Smith's lawsuit also claims that an exemption to the federal Digital Millennium Copyright Act of 1998 granted last year allows for phone unlocking and so should invalidate Apple's move last month to disable phones modified to work with non-AT&T networks. Moreover, said the suit, Apple violated consumers' rights by "bricking" unlocked iPhones with the 1.1.1 update it issued a week and a half ago.
"Apple acted in defiance and without sufficient consideration of consumers' rights to unlock their iPhones because it knew that the probable result of its update would be to render unlocked iPhones inoperable," the lawsuit charges.
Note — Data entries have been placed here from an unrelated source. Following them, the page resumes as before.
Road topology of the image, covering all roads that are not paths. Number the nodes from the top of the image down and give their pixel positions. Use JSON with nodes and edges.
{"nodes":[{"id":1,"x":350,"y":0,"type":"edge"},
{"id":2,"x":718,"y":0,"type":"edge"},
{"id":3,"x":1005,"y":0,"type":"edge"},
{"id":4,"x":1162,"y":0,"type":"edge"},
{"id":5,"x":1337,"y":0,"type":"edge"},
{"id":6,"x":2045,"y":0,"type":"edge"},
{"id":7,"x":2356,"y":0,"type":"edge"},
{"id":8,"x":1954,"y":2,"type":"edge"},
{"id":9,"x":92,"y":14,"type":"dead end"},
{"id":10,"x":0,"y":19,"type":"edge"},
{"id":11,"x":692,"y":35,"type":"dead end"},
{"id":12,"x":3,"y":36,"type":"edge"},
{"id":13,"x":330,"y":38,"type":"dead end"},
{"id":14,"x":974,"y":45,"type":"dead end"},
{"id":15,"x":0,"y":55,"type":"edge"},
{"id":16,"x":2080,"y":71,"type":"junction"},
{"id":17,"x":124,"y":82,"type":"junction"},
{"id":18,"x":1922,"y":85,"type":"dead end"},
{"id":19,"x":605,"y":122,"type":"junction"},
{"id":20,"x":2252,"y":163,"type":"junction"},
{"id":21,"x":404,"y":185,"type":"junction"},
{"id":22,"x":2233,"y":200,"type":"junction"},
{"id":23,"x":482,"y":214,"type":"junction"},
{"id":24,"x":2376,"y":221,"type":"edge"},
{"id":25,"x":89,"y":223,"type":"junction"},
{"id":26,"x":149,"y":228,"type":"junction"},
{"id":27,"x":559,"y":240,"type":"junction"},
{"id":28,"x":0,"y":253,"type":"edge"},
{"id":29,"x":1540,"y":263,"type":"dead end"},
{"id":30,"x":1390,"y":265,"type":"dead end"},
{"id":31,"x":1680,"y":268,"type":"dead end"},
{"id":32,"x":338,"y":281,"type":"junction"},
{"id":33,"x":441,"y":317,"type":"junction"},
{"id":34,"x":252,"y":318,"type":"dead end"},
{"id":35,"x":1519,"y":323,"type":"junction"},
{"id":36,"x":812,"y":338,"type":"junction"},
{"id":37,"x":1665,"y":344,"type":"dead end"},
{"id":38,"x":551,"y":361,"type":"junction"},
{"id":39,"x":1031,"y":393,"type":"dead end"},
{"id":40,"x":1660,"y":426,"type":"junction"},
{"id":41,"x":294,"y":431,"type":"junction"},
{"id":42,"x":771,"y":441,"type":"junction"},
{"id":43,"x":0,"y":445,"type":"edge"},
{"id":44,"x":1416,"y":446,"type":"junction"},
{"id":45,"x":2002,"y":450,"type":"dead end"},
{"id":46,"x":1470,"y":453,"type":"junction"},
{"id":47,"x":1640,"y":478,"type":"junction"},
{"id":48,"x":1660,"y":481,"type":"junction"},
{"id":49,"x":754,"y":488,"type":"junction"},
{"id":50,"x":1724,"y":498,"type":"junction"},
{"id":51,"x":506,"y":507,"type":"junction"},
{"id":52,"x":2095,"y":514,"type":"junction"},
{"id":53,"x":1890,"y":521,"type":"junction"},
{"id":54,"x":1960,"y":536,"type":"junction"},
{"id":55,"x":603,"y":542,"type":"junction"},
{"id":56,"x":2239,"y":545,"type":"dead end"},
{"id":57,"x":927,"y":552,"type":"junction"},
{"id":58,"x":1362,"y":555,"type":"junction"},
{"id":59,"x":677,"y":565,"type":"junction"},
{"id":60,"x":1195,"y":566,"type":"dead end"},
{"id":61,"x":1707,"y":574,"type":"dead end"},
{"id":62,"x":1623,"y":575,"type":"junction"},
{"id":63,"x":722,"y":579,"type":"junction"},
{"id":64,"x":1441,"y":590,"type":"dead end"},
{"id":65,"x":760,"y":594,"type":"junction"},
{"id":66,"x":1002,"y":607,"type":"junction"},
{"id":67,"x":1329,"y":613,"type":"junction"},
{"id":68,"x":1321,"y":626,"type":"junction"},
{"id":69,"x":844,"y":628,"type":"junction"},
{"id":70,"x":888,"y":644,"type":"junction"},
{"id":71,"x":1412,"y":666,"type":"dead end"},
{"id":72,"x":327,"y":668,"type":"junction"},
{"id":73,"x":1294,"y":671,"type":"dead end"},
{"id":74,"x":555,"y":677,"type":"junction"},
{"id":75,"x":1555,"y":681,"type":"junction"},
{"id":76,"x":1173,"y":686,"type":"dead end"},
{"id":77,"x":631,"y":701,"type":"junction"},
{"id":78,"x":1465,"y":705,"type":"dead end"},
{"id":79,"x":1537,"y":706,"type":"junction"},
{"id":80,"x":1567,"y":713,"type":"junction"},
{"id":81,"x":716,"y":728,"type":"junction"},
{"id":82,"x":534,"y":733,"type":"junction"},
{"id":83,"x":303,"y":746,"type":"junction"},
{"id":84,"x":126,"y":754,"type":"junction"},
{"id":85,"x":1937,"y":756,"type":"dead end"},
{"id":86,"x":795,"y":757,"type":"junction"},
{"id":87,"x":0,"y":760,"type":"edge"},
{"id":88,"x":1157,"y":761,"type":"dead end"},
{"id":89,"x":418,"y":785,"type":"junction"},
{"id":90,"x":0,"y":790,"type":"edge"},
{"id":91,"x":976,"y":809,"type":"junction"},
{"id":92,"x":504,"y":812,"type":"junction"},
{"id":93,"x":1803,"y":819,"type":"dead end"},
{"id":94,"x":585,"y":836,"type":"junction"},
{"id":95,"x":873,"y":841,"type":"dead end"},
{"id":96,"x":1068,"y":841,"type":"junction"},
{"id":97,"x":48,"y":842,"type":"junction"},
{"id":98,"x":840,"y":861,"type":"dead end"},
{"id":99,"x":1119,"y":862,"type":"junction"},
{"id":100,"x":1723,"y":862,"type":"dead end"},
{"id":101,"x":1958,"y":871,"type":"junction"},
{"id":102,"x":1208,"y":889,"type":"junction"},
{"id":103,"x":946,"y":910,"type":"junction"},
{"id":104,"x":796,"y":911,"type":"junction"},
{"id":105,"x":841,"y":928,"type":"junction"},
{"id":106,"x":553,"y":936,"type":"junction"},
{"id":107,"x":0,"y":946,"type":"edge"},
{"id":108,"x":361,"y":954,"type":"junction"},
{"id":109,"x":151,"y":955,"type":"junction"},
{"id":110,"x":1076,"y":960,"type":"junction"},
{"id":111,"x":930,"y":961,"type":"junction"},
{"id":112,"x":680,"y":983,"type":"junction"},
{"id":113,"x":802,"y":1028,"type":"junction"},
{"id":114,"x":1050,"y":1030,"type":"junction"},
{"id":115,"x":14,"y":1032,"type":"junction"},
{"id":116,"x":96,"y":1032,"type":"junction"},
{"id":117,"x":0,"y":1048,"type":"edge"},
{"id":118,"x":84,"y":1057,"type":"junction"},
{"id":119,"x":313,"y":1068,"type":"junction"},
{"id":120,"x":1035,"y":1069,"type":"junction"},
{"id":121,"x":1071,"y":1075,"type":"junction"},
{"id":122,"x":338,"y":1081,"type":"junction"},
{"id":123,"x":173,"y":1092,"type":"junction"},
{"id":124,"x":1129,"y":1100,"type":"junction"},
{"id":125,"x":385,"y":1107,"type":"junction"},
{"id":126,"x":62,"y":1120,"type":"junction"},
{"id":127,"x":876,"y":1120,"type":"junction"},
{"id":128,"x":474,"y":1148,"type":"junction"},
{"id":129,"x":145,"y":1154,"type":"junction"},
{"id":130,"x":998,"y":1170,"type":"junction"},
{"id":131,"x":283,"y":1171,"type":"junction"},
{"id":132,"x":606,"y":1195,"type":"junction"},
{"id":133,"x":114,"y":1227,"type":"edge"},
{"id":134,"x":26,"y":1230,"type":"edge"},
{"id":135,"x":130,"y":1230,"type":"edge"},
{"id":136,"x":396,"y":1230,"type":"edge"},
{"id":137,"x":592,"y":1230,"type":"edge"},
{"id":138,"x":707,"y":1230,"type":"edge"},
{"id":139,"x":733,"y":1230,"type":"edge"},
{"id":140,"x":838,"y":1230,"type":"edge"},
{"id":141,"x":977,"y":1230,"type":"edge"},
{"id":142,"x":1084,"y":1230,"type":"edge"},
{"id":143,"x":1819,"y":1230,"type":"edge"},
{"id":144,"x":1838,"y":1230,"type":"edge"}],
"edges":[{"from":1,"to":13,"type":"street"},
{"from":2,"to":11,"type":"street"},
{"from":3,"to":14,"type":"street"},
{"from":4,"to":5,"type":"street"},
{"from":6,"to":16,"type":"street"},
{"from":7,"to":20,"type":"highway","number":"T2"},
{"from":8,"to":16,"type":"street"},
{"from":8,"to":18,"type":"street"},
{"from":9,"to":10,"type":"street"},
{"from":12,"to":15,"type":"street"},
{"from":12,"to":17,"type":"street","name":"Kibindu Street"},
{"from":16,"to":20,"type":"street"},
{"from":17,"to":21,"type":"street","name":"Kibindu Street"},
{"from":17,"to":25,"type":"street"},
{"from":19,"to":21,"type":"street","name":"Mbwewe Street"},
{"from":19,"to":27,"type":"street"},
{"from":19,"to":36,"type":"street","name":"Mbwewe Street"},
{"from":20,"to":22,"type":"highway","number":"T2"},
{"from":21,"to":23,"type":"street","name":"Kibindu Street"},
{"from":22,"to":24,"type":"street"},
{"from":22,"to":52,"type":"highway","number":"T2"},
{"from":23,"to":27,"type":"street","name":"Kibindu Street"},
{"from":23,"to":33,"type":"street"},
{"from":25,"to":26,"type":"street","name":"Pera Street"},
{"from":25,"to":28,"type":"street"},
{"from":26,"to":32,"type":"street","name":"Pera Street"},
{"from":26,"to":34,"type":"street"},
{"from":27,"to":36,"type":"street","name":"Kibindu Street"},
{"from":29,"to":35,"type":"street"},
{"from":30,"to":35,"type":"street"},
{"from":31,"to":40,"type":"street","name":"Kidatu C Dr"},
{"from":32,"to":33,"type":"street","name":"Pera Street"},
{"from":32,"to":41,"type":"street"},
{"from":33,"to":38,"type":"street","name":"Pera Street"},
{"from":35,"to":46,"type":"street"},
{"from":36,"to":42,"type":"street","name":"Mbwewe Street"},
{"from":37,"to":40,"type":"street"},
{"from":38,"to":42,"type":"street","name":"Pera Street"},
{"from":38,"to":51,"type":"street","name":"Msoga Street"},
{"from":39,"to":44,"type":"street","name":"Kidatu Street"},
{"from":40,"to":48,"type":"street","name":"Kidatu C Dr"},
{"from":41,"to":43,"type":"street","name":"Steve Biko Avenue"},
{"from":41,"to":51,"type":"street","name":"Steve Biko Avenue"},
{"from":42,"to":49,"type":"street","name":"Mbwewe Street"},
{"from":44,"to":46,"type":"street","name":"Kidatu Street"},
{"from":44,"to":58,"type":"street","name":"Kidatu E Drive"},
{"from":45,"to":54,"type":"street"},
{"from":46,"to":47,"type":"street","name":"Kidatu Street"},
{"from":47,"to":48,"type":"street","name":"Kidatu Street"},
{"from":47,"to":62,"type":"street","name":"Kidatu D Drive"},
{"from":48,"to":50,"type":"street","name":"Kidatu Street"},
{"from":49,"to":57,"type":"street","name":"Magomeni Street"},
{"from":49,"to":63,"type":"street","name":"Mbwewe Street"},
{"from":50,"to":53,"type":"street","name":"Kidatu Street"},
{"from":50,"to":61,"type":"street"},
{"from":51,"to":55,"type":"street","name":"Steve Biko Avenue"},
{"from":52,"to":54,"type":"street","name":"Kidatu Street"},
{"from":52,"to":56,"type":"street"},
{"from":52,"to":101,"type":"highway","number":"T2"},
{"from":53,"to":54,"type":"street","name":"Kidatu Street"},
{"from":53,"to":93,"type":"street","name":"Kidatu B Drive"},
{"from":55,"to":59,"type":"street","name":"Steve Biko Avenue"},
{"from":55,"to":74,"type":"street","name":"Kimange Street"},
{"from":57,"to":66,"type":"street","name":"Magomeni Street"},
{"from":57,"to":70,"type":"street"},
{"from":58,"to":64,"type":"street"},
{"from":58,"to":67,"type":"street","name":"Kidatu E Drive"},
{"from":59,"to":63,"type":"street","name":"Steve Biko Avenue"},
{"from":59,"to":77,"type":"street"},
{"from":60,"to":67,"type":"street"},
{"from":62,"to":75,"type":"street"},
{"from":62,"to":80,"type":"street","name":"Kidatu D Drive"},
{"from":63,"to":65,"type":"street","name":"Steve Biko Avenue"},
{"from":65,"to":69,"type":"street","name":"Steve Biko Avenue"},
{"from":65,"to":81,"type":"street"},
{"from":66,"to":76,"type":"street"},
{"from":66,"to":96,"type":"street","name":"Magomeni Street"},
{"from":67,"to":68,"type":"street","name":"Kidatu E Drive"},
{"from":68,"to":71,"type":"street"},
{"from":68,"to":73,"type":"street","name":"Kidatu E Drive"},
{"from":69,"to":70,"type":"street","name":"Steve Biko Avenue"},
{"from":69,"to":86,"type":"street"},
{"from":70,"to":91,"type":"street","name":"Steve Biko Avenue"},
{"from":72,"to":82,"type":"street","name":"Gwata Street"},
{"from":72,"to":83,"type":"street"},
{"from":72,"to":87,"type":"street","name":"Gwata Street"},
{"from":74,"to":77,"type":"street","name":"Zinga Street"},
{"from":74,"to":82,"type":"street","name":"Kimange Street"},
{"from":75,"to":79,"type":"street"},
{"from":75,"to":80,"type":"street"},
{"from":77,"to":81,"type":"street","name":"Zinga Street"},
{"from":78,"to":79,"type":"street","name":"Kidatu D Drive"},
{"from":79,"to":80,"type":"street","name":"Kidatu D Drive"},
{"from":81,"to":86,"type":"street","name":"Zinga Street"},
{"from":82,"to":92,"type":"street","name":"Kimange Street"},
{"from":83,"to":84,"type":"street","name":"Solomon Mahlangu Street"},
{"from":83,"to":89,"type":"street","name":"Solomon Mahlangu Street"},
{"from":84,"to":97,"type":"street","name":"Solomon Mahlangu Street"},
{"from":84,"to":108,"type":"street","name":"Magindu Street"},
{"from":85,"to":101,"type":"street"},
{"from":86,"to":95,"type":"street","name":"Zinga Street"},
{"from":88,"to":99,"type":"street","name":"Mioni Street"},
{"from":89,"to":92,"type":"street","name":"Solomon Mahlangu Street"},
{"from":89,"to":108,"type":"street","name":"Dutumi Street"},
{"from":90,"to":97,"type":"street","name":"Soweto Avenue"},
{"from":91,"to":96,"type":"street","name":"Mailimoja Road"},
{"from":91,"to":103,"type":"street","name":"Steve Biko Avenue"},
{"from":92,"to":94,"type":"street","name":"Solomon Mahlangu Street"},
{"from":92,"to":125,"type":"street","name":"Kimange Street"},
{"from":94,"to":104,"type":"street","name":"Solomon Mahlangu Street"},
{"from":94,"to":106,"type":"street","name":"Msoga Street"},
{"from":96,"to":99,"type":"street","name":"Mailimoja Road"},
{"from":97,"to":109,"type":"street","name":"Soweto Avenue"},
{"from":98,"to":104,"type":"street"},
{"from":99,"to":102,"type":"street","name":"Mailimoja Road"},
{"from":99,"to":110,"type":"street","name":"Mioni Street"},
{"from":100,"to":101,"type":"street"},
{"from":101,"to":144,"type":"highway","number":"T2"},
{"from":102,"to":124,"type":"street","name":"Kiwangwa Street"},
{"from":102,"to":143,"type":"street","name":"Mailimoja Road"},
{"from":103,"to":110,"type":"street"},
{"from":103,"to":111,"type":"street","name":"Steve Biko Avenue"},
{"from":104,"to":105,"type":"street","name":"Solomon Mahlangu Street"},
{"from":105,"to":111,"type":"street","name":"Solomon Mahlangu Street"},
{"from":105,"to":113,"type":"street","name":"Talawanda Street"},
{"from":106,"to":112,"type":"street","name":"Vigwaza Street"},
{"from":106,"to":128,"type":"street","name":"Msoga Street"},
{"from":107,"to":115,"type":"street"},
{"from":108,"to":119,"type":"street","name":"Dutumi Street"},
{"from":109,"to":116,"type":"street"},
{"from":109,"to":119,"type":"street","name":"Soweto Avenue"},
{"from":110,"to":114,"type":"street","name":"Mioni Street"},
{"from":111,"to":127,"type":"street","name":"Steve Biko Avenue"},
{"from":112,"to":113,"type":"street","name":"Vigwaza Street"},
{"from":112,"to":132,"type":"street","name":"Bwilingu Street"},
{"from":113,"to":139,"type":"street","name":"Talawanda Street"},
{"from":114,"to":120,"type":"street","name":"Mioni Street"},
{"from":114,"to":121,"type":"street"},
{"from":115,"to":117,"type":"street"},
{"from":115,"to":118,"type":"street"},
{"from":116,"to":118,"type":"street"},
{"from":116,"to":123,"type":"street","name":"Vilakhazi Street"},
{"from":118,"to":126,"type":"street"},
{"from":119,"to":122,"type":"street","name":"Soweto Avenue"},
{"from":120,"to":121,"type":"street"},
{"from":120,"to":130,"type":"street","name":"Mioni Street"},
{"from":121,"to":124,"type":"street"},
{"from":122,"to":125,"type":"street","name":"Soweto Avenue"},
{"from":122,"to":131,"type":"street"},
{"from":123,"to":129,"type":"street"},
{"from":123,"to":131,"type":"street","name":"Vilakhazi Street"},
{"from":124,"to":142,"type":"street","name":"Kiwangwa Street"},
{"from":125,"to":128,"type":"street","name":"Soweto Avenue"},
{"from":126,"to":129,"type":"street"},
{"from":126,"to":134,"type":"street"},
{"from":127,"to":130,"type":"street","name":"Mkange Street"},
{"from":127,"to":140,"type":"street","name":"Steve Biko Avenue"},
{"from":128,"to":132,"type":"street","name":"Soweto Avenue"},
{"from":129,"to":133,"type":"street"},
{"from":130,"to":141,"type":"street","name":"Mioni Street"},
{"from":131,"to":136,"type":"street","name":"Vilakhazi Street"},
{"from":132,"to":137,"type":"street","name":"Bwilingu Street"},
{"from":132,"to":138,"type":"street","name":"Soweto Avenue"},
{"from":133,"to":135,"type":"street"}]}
Apple did not reply to a request for comment on the lawsuit.Smith's lawsuit was filed by M. Van Smith, a San Jose lawyer who has partnered with another attorney, Damian R. Fernandez, to publish a Web site soliciting Californians for the class-action suit. The site, which uses the URL of appleiphonelawsuit.com, was registered with GoDaddy.com Inc. just three days after a woman from Queens, N.Y., sued Apple over the $200 price cut that CEO Steve Jobs announced for the iPhone in August.
On the site, Smith and Fernandez told iPhone owners they might qualify for inclusion in the class-action suit if they had paid a termination fee to their previous cellular service provider after they bought the phone, if their iPhone had been disabled or had had third-party applications erased after applying the 1.1.1 update. Four other situations also apply, said the attorneys.
Smith's lawsuit (download PDF) did not set a dollar amount for damages.